Although he was included in Brazil’s 2006 World Cup squad, Ceni has been given few opportunities at international level, which some pundits put down to a feud with former national coach Mario Zagallo. The latter was annoyed by the keeper’s resistance to “team bonding” at the 1997 Confederations Cup in Saudi Arabia when a group of players invaded team-mates’ rooms and shaved parts of their head. “If I had been in Brazil I would have packed and left immediately. If that’s what they call team spirit then I don’t have it,” Ceni said later. Perceived arrogance may also have affected his chances. In 1999, when two schoolboy howlers gifted Barcelona a 2-2 draw against Brazil, Ceni commented: “If I’d not conceded those goals it would have been regarded as one of the best performances by a Brazilian goalkeeper in recent times.” A crucial penalty save in this year’s Libertadores semi-final was followed by another blunder in the away leg of the all-Brazilian final against Internacional when a regulation cross was spilled at the feet of Inter’s grateful strikers. Sensitive to criticism, Ceni has responded that he “can’t accept being evaluated by journalists who can barely control a football”.

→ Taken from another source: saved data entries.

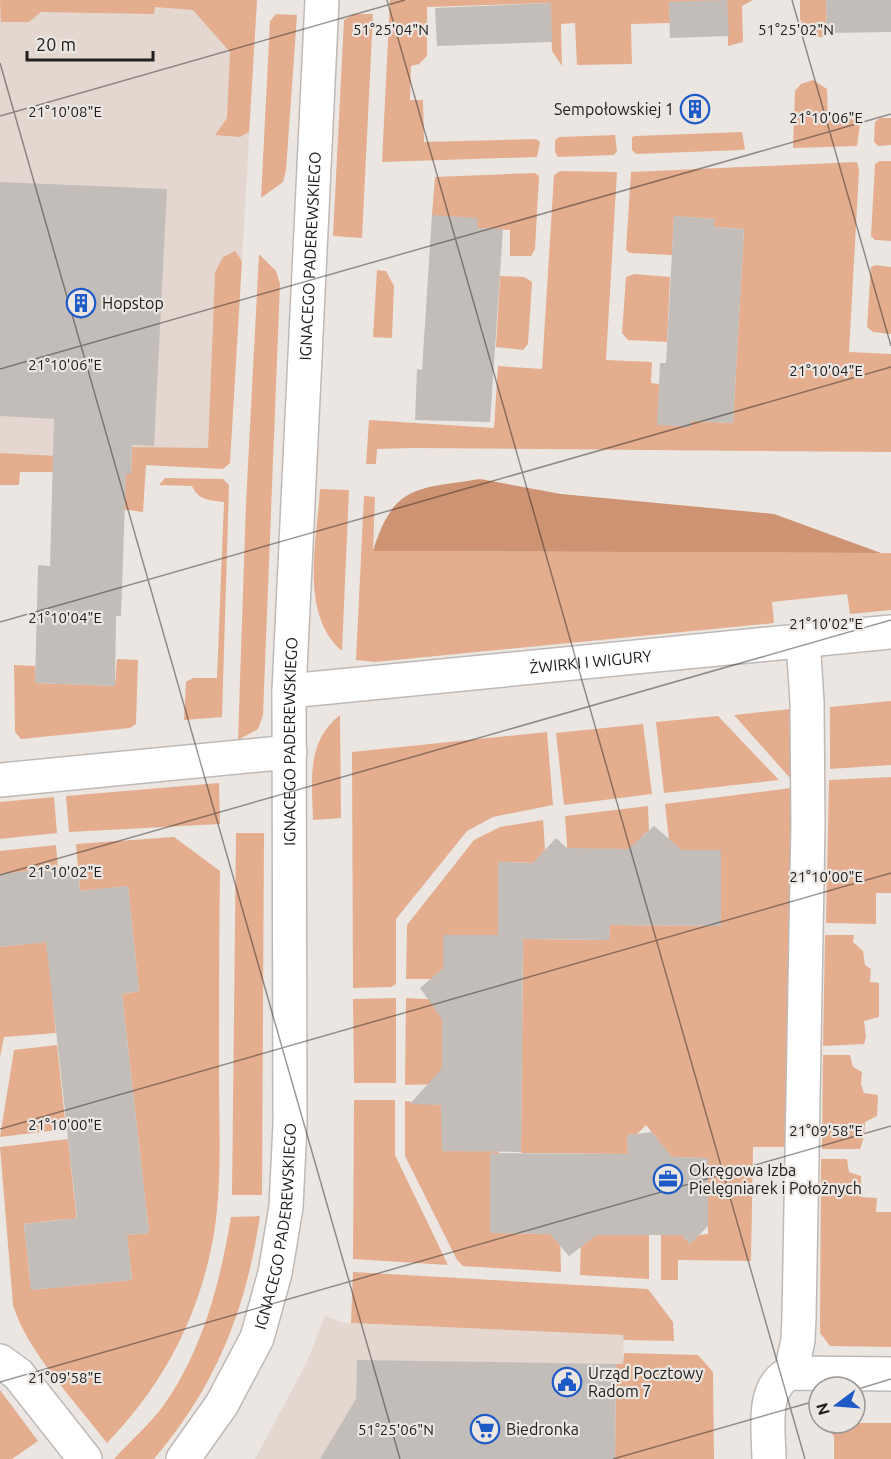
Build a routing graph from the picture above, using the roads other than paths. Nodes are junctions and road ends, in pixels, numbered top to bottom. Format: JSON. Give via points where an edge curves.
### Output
{"nodes":[{"id":1,"x":322,"y":0,"type":"edge"},
{"id":2,"x":891,"y":632,"type":"edge"},
{"id":3,"x":803,"y":640,"type":"junction"},
{"id":4,"x":289,"y":691,"type":"junction"},
{"id":5,"x":290,"y":752,"type":"junction"},
{"id":6,"x":0,"y":780,"type":"edge"},
{"id":7,"x":0,"y":1361,"type":"edge"},
{"id":8,"x":791,"y":1373,"type":"junction"},
{"id":9,"x":891,"y":1374,"type":"edge"},
{"id":10,"x":84,"y":1459,"type":"edge"},
{"id":11,"x":183,"y":1459,"type":"edge"},
{"id":12,"x":769,"y":1459,"type":"edge"}],
"edges":[{"from":1,"to":4,"type":"street","name":"IGNACEGO PADEREWSKIEGO"},
{"from":2,"to":3,"type":"street","name":"ŻWIRKI I WIGURY"},
{"from":3,"to":4,"type":"street","name":"ŻWIRKI I WIGURY"},
{"from":3,"to":8,"type":"street","via":[[808,825],[799,1317]]},
{"from":4,"to":5,"type":"street","name":"IGNACEGO PADEREWSKIEGO"},
{"from":5,"to":6,"type":"street"},
{"from":5,"to":11,"type":"street","name":"IGNACEGO PADEREWSKIEGO","via":[[290,1124],[286,1207],[275,1273],[256,1338],[222,1404]]},
{"from":7,"to":10,"type":"street","via":[[18,1374]]},
{"from":8,"to":9,"type":"street"},
{"from":8,"to":12,"type":"street","via":[[776,1383],[771,1395]]}]}
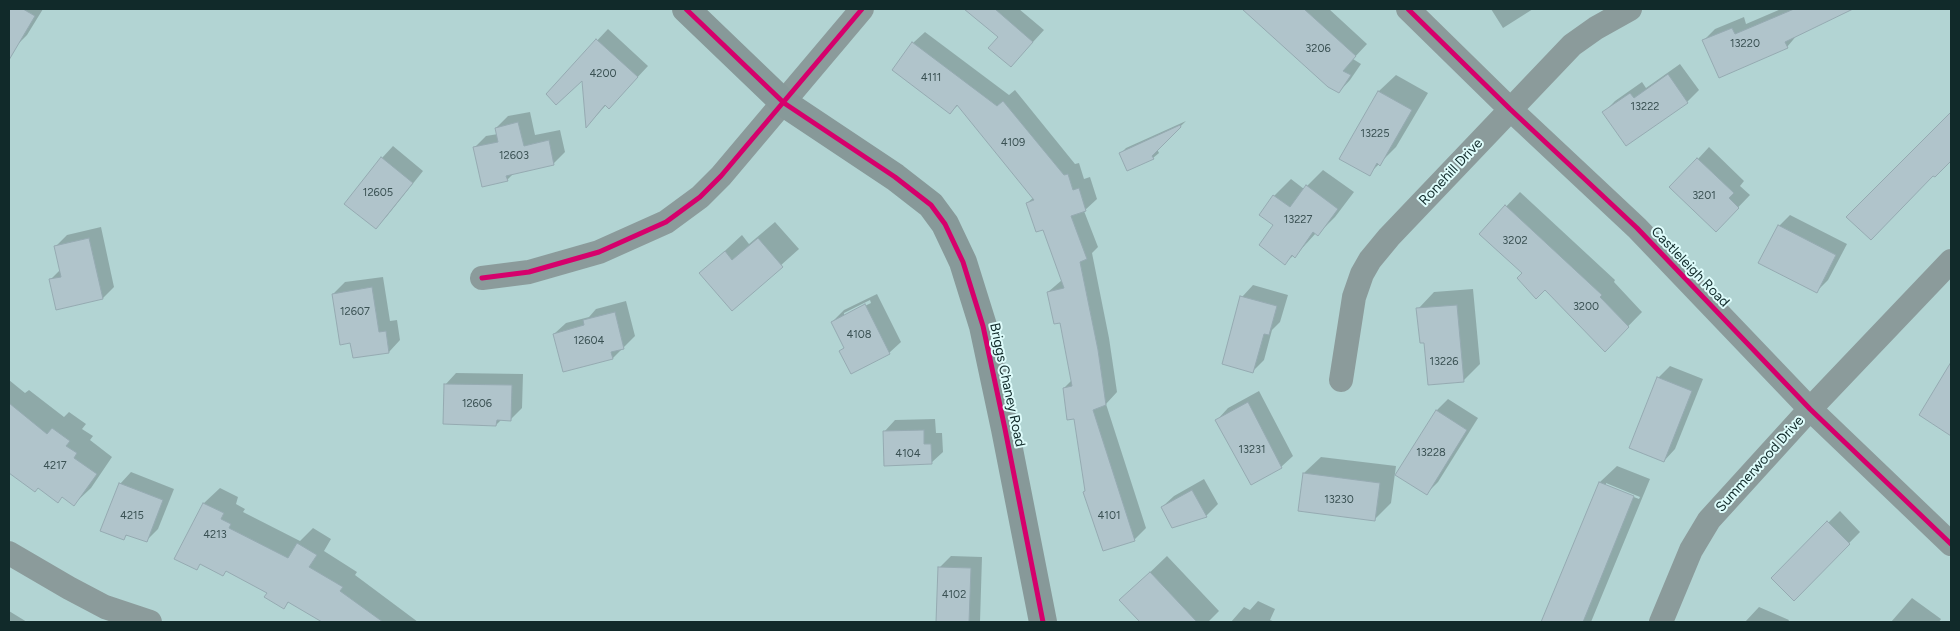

Ceni’s transformation into the “face of São Paulo” has not been entirely smooth. After moving from a small provincial club as a teenager, he had to wait until 1997 before finally establishing himself as first-choice. Some accuse him of being too wrapped up in personal marketing to be a great keeper – he has promoted personalised football shirts that show him flying a plane or driving a lorry as part of his image as São Paulo’s superhero. None the less, his loyalty during a turbulent time in the club’s history, when they went a decade without a major national trophy, has secured his position as a fans’ idol. Many now see him as a future club president. In Brazil that’s a role usually filled by what might be politely described as eccentrics and he seems to have all the right attributes.